» Exercise objective
From the entries that follow, copy each line in which "highway" appears.

» Working data
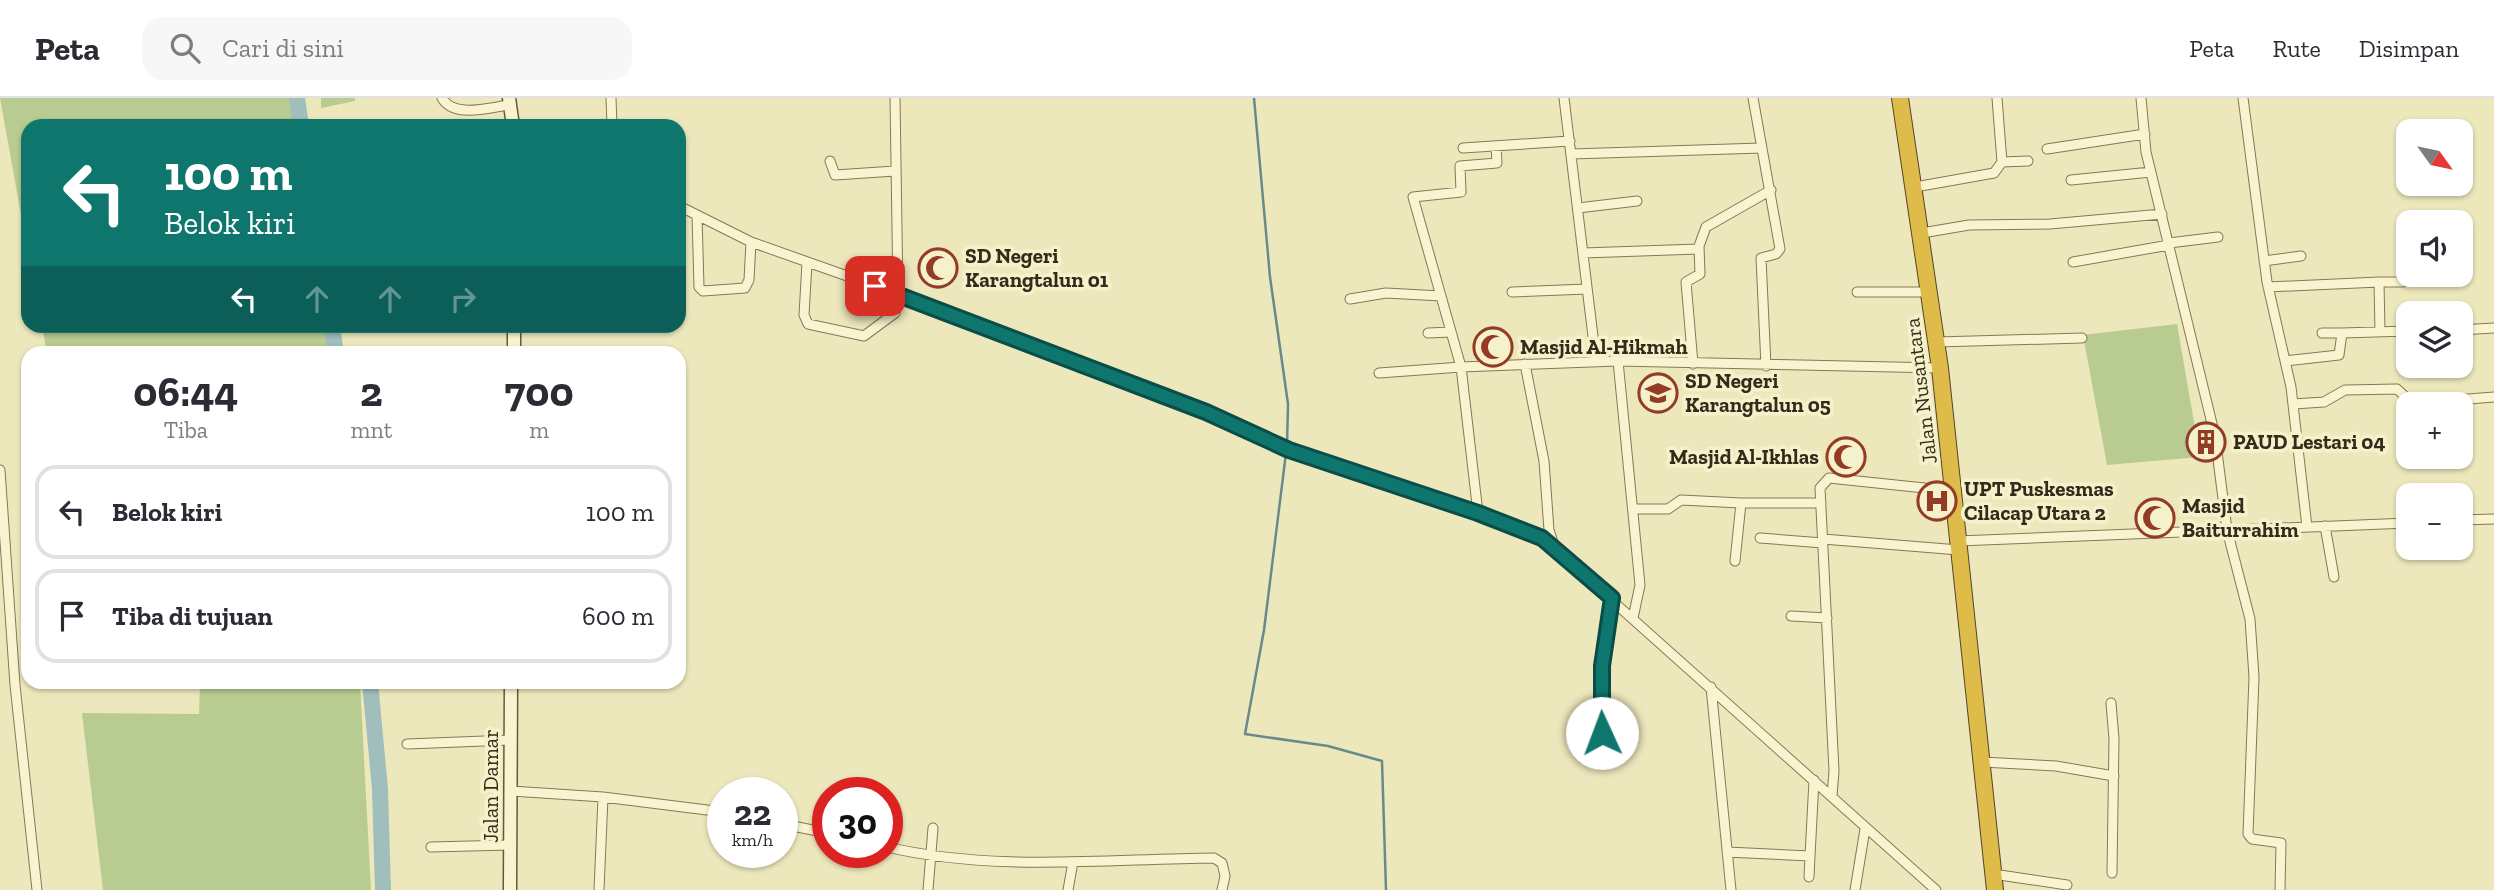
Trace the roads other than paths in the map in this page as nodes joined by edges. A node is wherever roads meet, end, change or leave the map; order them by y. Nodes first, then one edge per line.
1 (442, 98) edge
2 (611, 98) edge
3 (895, 98) edge
4 (1564, 98) edge
5 (1754, 98) edge
6 (1900, 98) edge
7 (1997, 98) edge
8 (2141, 98) edge
9 (2244, 98) edge
10 (510, 101) edge
11 (512, 119) edge
12 (612, 119) edge
13 (2146, 134) junction
14 (1570, 141) junction
15 (1496, 146) junction
16 (1463, 148) dead end
17 (1762, 148) junction
18 (2047, 149) dead end
19 (1571, 154) junction
20 (831, 161) dead end
21 (2028, 161) dead end
22 (2002, 162) junction
23 (895, 171) junction
24 (2151, 172) junction
25 (2071, 180) dead end
26 (1915, 187) junction
27 (1771, 190) junction
28 (1637, 201) dead end
29 (1578, 208) junction
30 (686, 210) edge
31 (2162, 214) junction
32 (697, 215) junction
33 (1922, 233) junction
34 (2218, 237) dead end
35 (751, 242) junction
36 (2169, 244) junction
37 (1699, 249) junction
38 (1583, 253) junction
39 (2301, 256) dead end
40 (2264, 261) junction
41 (2073, 262) dead end
42 (807, 263) junction
43 (2379, 282) junction
44 (2396, 282) edge
45 (2268, 286) junction
46 (1587, 289) junction
47 (1512, 292) dead end
48 (1857, 292) dead end
49 (1930, 292) junction
50 (898, 294) junction
51 (1441, 296) junction
52 (1350, 299) dead end
53 (2494, 328) edge
54 (2473, 329) edge
55 (2396, 331) edge
56 (1451, 332) junction
57 (2380, 332) junction
58 (2322, 333) dead end
59 (2342, 333) junction
60 (1428, 334) dead end
61 (2082, 338) dead end
62 (1937, 342) junction
63 (1596, 361) junction
64 (1618, 361) junction
65 (2285, 361) junction
66 (1525, 364) junction
67 (1693, 364) junction
68 (1461, 366) junction
69 (1766, 366) junction
70 (1940, 368) junction
71 (1379, 373) dead end
72 (2494, 397) edge
73 (2292, 404) junction
74 (0, 470) edge
75 (1953, 491) junction
76 (1741, 503) junction
77 (1821, 503) junction
78 (1634, 509) junction
79 (3, 511) edge
80 (1478, 513) junction
81 (2494, 519) edge
82 (2473, 520) edge
83 (2396, 523) edge
84 (2325, 526) junction
85 (2306, 527) junction
86 (2227, 530) junction
87 (1760, 538) dead end
88 (1823, 541) junction
89 (1554, 546) junction
90 (1959, 546) junction
91 (1735, 561) dead end
92 (2334, 578) dead end
93 (1612, 598) junction
94 (1791, 616) dead end
95 (1633, 618) junction
96 (1827, 618) junction
97 (1711, 687) junction
98 (511, 689) edge
99 (2110, 703) dead end
100 (511, 740) junction
101 (407, 744) dead end
102 (1606, 754) dead end
103 (1982, 762) junction
104 (2114, 776) junction
105 (1814, 780) junction
106 (510, 791) junction
107 (1832, 796) junction
108 (603, 797) junction
109 (707, 811) edge
110 (933, 828) dead end
111 (1865, 829) junction
112 (510, 845) junction
113 (431, 847) dead end
114 (903, 850) edge
115 (1727, 852) junction
116 (929, 856) junction
117 (1810, 856) junction
118 (1073, 862) junction
119 (2112, 873) dead end
120 (1809, 877) dead end
121 (1994, 882) edge
122 (1925, 885) edge
123 (2067, 885) dead end
124 (37, 890) edge
125 (510, 890) edge
126 (599, 890) edge
127 (928, 890) edge
128 (1068, 890) edge
129 (1222, 890) edge
130 (1731, 890) edge
131 (1855, 890) edge
132 (1936, 890) edge
133 (2280, 890) edge

1 - 10 street
2 - 12 street
3 - 23 street
4 - 14 street
5 - 17 street
6 - 26 highway, Jalan Nusantara
7 - 22 street
8 - 13 street
9 - 40 street
10 - 11 street
13 - 18 street
13 - 24 street
14 - 15 street
14 - 19 street
15 - 16 street
15 - 51 street
17 - 19 street
17 - 27 street
19 - 29 street
20 - 23 street
21 - 22 street
22 - 26 street
23 - 50 street
24 - 25 street
24 - 31 street
26 - 33 highway, Jalan Nusantara
27 - 37 street
27 - 69 street
28 - 29 street
29 - 38 street
30 - 32 street
31 - 33 street
31 - 36 street
32 - 35 street
32 - 35 street
33 - 49 highway, Jalan Nusantara
34 - 36 street
35 - 42 street
36 - 41 street
36 - 86 street
37 - 38 street
37 - 67 street
38 - 46 street
39 - 40 street
40 - 45 street
42 - 50 street
42 - 50 street
43 - 44 street
43 - 45 street
43 - 57 street
45 - 65 street
46 - 47 street
46 - 63 street
48 - 49 street
49 - 62 highway, Jalan Nusantara
50 - 80 street
51 - 52 street
51 - 56 street
53 - 54 street
55 - 57 street
56 - 60 street
56 - 68 street
57 - 59 street
58 - 59 street
59 - 65 street
61 - 62 street
62 - 70 highway, Jalan Nusantara
63 - 64 street
63 - 66 street
64 - 67 street
64 - 78 street
65 - 73 street
66 - 68 street
66 - 89 street
67 - 69 street
68 - 71 street
68 - 80 street
69 - 70 street
70 - 75 highway, Jalan Nusantara
72 - 73 street
73 - 85 street
74 - 79 street
75 - 77 street
75 - 90 highway, Jalan Nusantara
76 - 77 street
76 - 78 street
76 - 91 street
77 - 88 street
78 - 95 street
79 - 124 street
80 - 89 street
81 - 82 street
83 - 84 street
84 - 85 street
84 - 92 street
85 - 86 street
86 - 90 street
86 - 133 street
87 - 88 street
88 - 90 street
88 - 96 street
89 - 93 street
90 - 103 highway, Jalan Nusantara
93 - 95 street
93 - 102 street
94 - 96 street
95 - 97 street
96 - 107 street
97 - 105 street
97 - 115 street
98 - 100 street, Jalan Damar
99 - 104 street
100 - 101 street
100 - 106 street, Jalan Damar
103 - 104 street
103 - 121 highway, Jalan Nusantara
104 - 119 street
105 - 107 street
105 - 117 street
106 - 108 street
106 - 112 street, Jalan Damar
107 - 111 street
108 - 109 street
108 - 126 street
110 - 116 street
111 - 122 street
111 - 131 street
112 - 113 street
112 - 125 street, Jalan Damar
114 - 116 street
115 - 117 street
115 - 130 street
116 - 118 street
116 - 127 street
117 - 120 street
118 - 128 street
118 - 129 street
121 - 123 street
122 - 132 street

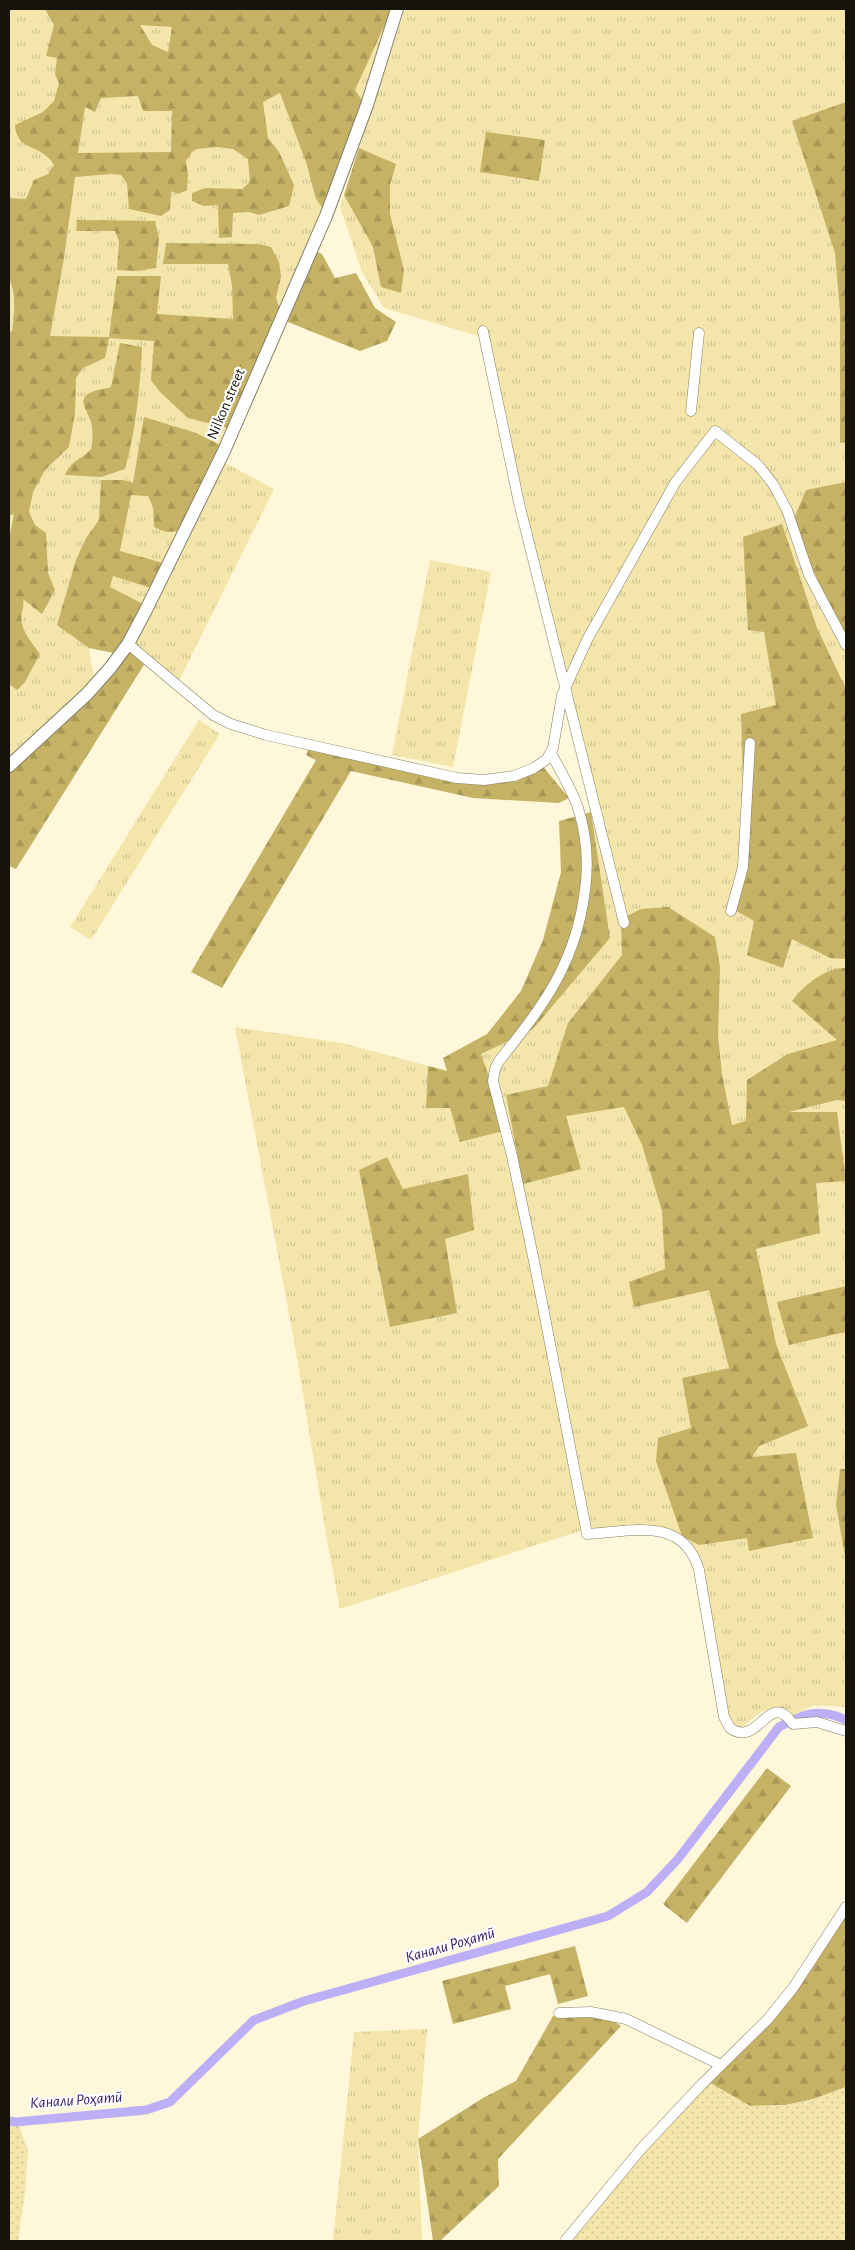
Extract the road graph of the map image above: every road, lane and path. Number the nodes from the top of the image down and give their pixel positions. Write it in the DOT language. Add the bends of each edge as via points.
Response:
graph roads {
  1 [pos="397,9"];
  2 [pos="483,331"];
  3 [pos="699,333"];
  4 [pos="691,411"];
  5 [pos="128,644"];
  6 [pos="846,645"];
  7 [pos="566,687"];
  8 [pos="750,743"];
  9 [pos="551,753"];
  10 [pos="9,766"];
  11 [pos="730,911"];
  12 [pos="624,923"];
  13 [pos="846,1731"];
  14 [pos="846,1907"];
  15 [pos="559,2013"];
  16 [pos="720,2065"];
  17 [pos="565,2241"];
  1 -- 5 [label="street, Nilkon street" via="367,105 326,216 221,457"];
  2 -- 7 [label="street" via="519,502"];
  3 -- 4 [label="street"];
  5 -- 9 [label="street" via="213,715 266,736 470,780 505,778 524,773 542,763"];
  5 -- 10 [label="street, Nilkon street" via="87,694"];
  6 -- 7 [label="street" via="809,575 787,510 773,484 758,465 715,431 675,484 604,609"];
  7 -- 9 [label="street" via="560,700"];
  7 -- 12 [label="street"];
  8 -- 11 [label="street" via="743,867"];
  9 -- 13 [label="street" via="576,803 587,845 583,904 578,931 558,978 537,1012 499,1061 493,1081 534,1261 587,1534 656,1531 686,1543 699,1570 727,1723 733,1730 746,1732 777,1712 793,1724 823,1723"];
  14 -- 16 [label="street" via="780,2004"];
  15 -- 16 [label="street" via="592,2012 626,2019"];
  16 -- 17 [label="street" via="641,2149"];
}
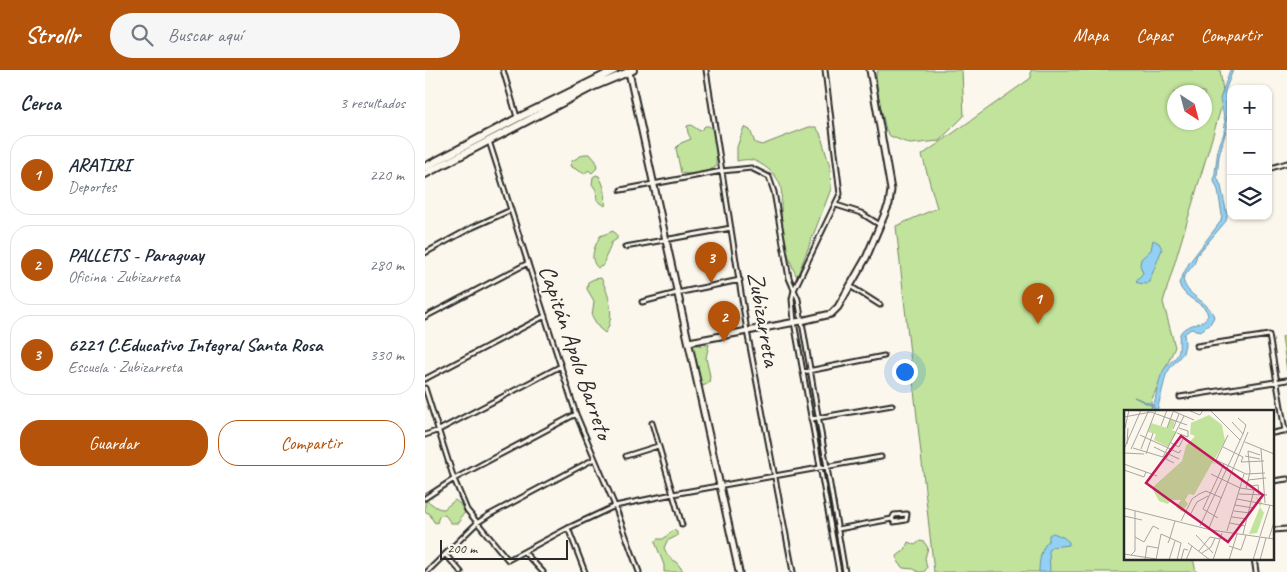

» Response box
6 - 26 highway, Jalan Nusantara
26 - 33 highway, Jalan Nusantara
33 - 49 highway, Jalan Nusantara
49 - 62 highway, Jalan Nusantara
62 - 70 highway, Jalan Nusantara
70 - 75 highway, Jalan Nusantara
75 - 90 highway, Jalan Nusantara
90 - 103 highway, Jalan Nusantara
103 - 121 highway, Jalan Nusantara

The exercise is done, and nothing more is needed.